The collection contains thousands of paintings, drawings and diagrams, letters and manuscripts, photographs and daguerreotypes, a library – including Ruskin's own collection – and a complete repository of critical writing on Ruskin. Every aspect of Ruskin's polymathic interests are represented, from architecture and the arts, to political economy and the natural sciences.

===2019 purchase===
In 2019, the purchase of The Ruskin Whitehouse Collection at Lancaster University was funded by the Education Trust Limited and the Whitehouse Trust and with the support of the National Heritage Memorial Fund; Art Fund; Garfield Weston Foundation; Bowland Trust; Friends of the National Libraries; John R Murray Charitable Trust; Guild of St George; Aldama Foundation; Pilgrim Trust; and the Cohen Foundation.

== The building ==
Designed by Sir Richard MacCormac of MacCormac Jamieson Prichard, it was opened in 1998 by Princess Alexandra, The Hon Lady Ogilvy. It subsequently won the Independent on Sunday Building of the Year Award 1996, the Royal Fine Art Commission/BSkyB Building of the Year University Winner 1998, and Millennium Products status awarded by the Design Council in 1999.

==Activities==
The Collection is loaned to institutions internationally, across Europe, America and East Asia.

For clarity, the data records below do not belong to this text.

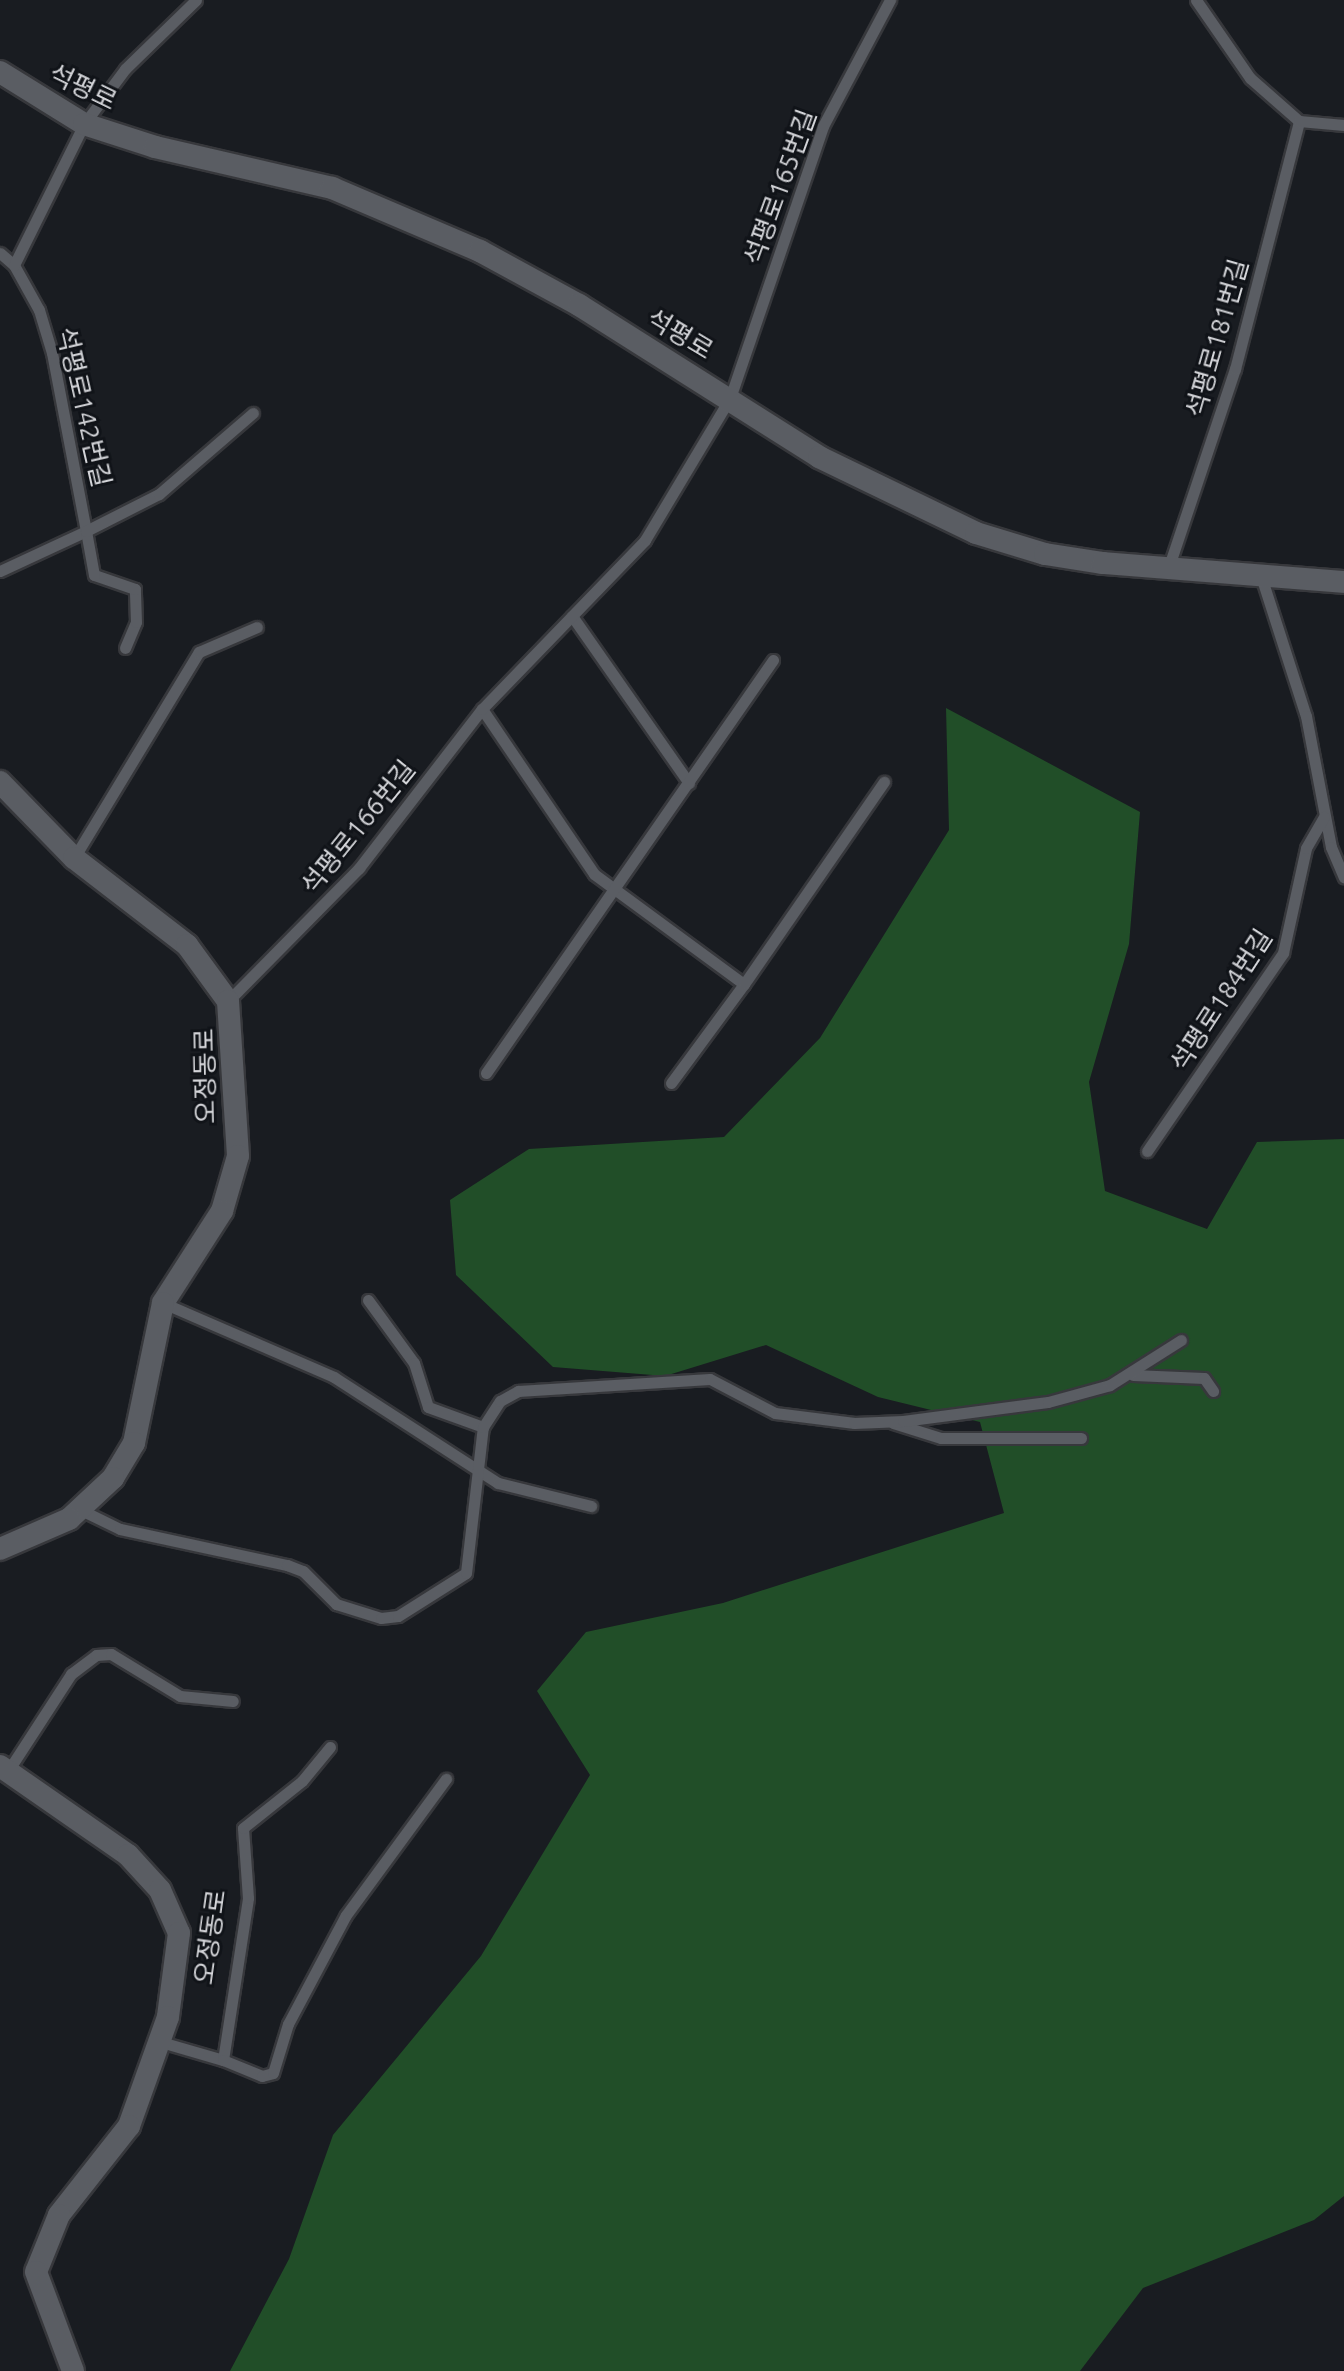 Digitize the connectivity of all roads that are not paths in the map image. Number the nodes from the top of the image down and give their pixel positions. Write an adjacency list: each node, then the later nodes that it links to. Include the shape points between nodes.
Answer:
1 (196, 0): 6 (lane, via 125,69)
2 (890, 0): 10 (lane, 석평로165번길, via 823,126)
3 (1196, 0): 5 (lane, via 1250,78)
4 (0, 72): 6 (street, 석평로)
5 (1299, 121): 7 (lane); 13 (lane, 석평로181번길, via 1235,369)
6 (84, 124): 9 (lane); 10 (street, 석평로, via 385,207 579,305)
7 (1344, 125)
8 (0, 253): 9 (lane)
9 (14, 265): 12 (lane, 석평로142번길, via 39,310 52,353)
10 (730, 398): 13 (street, 석평로, via 819,457 976,533 1045,554); 17 (lane, 석평로166번길, via 630,563)
11 (253, 413): 12 (lane, via 159,494)
12 (86, 531): 14 (lane); 19 (lane, 석평로142번길, via 94,575 135,589 136,622)
13 (1169, 566): 15 (street, 석평로)
14 (0, 571)
15 (1260, 572): 16 (street, 석평로); 25 (lane, via 1306,716)
16 (1344, 582)
17 (572, 616): 21 (lane, 석평로166번길); 24 (lane)
18 (257, 627): 26 (lane, via 199,652)
19 (125, 648)
20 (773, 660): 24 (lane)
21 (482, 709): 28 (lane, via 594,874); 30 (lane, 석평로166번길, via 359,868)
22 (0, 782): 26 (street, 오정동로)
23 (884, 782): 29 (lane)
24 (689, 783): 28 (lane)
25 (1324, 817): 27 (lane); 33 (lane, 석평로184번길, via 1306,848 1283,953)
26 (74, 858): 30 (street, 오정동로, via 187,945)
27 (1344, 877)
28 (613, 888): 29 (lane); 31 (lane)
29 (744, 984): 32 (lane)
30 (228, 1001): 35 (street, 오정동로, via 234,1019 236,1178 202,1248)
31 (486, 1073)
32 (671, 1083)
33 (1147, 1151)
34 (368, 1300): 40 (lane, via 414,1363 428,1407)
35 (163, 1303): 42 (lane, via 334,1377); 44 (street, 오정동로, via 134,1443 113,1478)
36 (1181, 1340): 37 (lane)
37 (1132, 1375): 38 (lane, via 1204,1378); 39 (lane, via 1048,1402)
38 (1213, 1391)
39 (889, 1422): 40 (lane, via 775,1413 726,1385 687,1378 518,1391 500,1401); 41 (lane, via 941,1438)
40 (483, 1427): 42 (lane)
41 (1081, 1438)
42 (477, 1471): 43 (lane, via 498,1483); 44 (lane, via 466,1573 418,1603 381,1618 351,1611 287,1565 120,1529)
43 (591, 1506)
44 (81, 1510): 45 (street, 오정동로)
45 (0, 1549)
46 (233, 1701): 48 (lane, via 180,1696 111,1654 96,1655 71,1674)
47 (330, 1747): 51 (lane, 오정동로, via 302,1781 243,1828 248,1898)
48 (4, 1768): 50 (street, 오정동로, via 128,1855 174,1914 179,1954)
49 (446, 1779): 51 (lane, via 346,1915 288,2024 273,2073 262,2076)
50 (161, 2042): 51 (lane); 52 (street, 오정동로, via 129,2126 59,2215 36,2272)
51 (223, 2060)
52 (73, 2371)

The Ruskin offers a programme of temporary exhibitions, talks, lectures and performances, and creative workshops for all ages. Since 2020, these have taken place digitally.

The Ruskin Whitehouse Collection is used in learning programmes taking place at Lancaster University, local schools and colleges, and continuing education, led by museum staff.

The Ruskin Research Institute is integrated with The Ruskin's public-facing programme, producing ‘live’ research in partnership with its communities, and through its established seminar series and journal.